Focus on the Family staff member Melissa Fryrear also found hope after homosexuality through the message of Exodus International. After ten years of living as a lesbian, Melissa says, a television program featuring Exodus encouraged her to turn away from homosexuality: "I watched and listened in total amazement as men and women shared how they had overcome homosexuality through their relationship with Christ. I had no idea there was anyone else who had made the decision to walk away from homosexuality."

Today, Melissa can see the roots of her same-sex attraction in early life experiences, including dynamics in the relationship with her parents, sexual molestation by a man, and sexual experimentation as a preteen. When she severed ties with her lesbian lover after turning to God for strength and renewal, Melissa had a new beginning; now she has a life-giving public testimony about the transforming power of Jesus Christ.
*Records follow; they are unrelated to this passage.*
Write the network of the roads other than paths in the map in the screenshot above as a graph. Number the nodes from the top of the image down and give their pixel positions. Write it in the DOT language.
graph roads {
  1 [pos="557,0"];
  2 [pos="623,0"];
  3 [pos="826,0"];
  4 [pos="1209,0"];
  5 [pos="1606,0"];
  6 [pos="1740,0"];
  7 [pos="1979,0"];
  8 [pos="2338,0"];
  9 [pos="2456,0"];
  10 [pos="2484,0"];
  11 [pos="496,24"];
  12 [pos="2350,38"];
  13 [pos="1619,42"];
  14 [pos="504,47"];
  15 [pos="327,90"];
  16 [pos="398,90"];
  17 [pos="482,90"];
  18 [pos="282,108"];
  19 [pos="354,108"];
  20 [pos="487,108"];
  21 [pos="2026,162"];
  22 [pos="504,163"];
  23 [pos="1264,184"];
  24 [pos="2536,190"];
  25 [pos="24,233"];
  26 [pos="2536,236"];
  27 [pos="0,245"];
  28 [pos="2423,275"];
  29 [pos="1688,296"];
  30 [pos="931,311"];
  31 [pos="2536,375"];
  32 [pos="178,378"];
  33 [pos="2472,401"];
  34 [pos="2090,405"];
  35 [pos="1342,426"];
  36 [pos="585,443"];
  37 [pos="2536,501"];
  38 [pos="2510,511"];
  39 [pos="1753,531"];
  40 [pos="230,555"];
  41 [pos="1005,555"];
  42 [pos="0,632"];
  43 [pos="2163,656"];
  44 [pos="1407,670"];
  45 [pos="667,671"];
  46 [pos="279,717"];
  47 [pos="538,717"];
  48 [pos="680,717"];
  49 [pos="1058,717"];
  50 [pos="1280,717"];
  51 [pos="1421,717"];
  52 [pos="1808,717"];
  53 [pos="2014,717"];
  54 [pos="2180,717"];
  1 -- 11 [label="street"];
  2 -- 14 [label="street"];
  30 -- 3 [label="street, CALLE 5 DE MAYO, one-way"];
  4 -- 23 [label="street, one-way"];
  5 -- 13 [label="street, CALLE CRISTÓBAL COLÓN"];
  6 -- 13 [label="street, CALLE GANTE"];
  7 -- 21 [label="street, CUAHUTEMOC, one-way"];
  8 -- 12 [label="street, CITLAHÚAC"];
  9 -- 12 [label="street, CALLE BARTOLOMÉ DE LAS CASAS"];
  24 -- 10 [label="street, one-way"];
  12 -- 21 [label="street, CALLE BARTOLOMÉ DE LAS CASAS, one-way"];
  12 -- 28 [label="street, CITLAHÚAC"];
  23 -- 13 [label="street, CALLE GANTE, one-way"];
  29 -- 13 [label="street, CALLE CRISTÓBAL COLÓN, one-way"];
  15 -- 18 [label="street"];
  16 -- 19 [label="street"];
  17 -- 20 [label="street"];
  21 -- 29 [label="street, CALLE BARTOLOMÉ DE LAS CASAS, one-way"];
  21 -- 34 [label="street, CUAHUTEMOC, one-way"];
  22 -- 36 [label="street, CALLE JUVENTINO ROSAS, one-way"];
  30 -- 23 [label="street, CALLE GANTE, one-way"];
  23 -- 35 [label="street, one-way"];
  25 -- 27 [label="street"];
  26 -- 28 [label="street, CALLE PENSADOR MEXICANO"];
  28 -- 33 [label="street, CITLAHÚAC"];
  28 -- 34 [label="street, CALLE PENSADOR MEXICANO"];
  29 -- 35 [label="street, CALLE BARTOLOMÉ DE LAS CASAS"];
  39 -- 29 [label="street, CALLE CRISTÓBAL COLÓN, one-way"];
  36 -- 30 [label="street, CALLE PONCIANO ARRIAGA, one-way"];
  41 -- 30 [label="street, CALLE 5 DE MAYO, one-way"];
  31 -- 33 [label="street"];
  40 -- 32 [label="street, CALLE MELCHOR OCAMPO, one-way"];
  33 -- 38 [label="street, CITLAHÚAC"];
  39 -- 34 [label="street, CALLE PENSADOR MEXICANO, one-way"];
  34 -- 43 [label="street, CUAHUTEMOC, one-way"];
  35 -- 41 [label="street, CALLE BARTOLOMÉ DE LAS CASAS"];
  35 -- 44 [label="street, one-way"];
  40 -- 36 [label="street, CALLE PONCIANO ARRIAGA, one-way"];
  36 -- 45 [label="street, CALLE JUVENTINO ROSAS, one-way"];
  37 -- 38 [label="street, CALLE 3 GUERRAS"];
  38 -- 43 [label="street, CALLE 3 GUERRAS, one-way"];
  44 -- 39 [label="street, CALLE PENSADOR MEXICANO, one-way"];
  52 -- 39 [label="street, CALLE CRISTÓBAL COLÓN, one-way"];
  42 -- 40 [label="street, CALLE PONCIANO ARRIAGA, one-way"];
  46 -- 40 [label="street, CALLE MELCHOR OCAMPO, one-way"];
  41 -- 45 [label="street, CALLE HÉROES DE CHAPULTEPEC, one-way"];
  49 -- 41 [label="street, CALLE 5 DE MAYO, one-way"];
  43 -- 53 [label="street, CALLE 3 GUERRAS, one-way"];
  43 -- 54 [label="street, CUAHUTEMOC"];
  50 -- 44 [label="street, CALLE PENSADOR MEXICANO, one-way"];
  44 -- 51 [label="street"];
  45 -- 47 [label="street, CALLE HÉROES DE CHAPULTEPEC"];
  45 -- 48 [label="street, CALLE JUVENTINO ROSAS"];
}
Mike and Melissa are two of thousands of individuals who are living proof that homosexuals can change. While that may sound like heterodoxy to those living in homosexuality, in reality people are turning away from same-sex relationships and resisting same-sex attractions through the power of Jesus Christ.

To summarize, I've tried to communicate that we are obligated as Christians to treat homosexuals respectfully and with dignity, but we are also to oppose, with all vigor, the radical changes they hope to impose on the nation. It is vitally important that we do so.